▶ **YOUR ASSIGNMENT**
Every entry must be given again exactly.
DATA SHOWN Start Marker
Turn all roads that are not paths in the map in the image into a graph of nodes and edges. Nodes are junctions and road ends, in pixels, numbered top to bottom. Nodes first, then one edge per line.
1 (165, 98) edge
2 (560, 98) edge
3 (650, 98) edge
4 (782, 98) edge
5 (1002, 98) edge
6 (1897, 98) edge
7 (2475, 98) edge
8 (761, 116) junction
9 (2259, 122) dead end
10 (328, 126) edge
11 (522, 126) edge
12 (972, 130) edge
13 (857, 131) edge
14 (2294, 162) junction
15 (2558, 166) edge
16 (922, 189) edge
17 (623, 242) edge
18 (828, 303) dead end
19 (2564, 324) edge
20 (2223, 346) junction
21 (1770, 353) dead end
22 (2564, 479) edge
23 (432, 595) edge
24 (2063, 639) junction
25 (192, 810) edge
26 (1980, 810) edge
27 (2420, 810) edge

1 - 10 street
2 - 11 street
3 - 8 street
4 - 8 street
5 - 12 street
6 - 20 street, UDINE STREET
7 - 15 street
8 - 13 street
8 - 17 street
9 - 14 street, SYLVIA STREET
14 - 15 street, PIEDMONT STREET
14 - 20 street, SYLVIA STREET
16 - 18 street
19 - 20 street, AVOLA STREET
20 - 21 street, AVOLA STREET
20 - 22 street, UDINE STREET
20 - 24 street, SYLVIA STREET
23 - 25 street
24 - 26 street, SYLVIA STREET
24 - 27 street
DATA SHOWN End Marker
▶ **REPLY TO THE TASK**
Turn all roads that are not paths in the map in the image into a graph of nodes and edges. Nodes are junctions and road ends, in pixels, numbered top to bottom. Nodes first, then one edge per line.
1 (165, 98) edge
2 (560, 98) edge
3 (650, 98) edge
4 (782, 98) edge
5 (1002, 98) edge
6 (1897, 98) edge
7 (2475, 98) edge
8 (761, 116) junction
9 (2259, 122) dead end
10 (328, 126) edge
11 (522, 126) edge
12 (972, 130) edge
13 (857, 131) edge
14 (2294, 162) junction
15 (2558, 166) edge
16 (922, 189) edge
17 (623, 242) edge
18 (828, 303) dead end
19 (2564, 324) edge
20 (2223, 346) junction
21 (1770, 353) dead end
22 (2564, 479) edge
23 (432, 595) edge
24 (2063, 639) junction
25 (192, 810) edge
26 (1980, 810) edge
27 (2420, 810) edge

1 - 10 street
2 - 11 street
3 - 8 street
4 - 8 street
5 - 12 street
6 - 20 street, UDINE STREET
7 - 15 street
8 - 13 street
8 - 17 street
9 - 14 street, SYLVIA STREET
14 - 15 street, PIEDMONT STREET
14 - 20 street, SYLVIA STREET
16 - 18 street
19 - 20 street, AVOLA STREET
20 - 21 street, AVOLA STREET
20 - 22 street, UDINE STREET
20 - 24 street, SYLVIA STREET
23 - 25 street
24 - 26 street, SYLVIA STREET
24 - 27 street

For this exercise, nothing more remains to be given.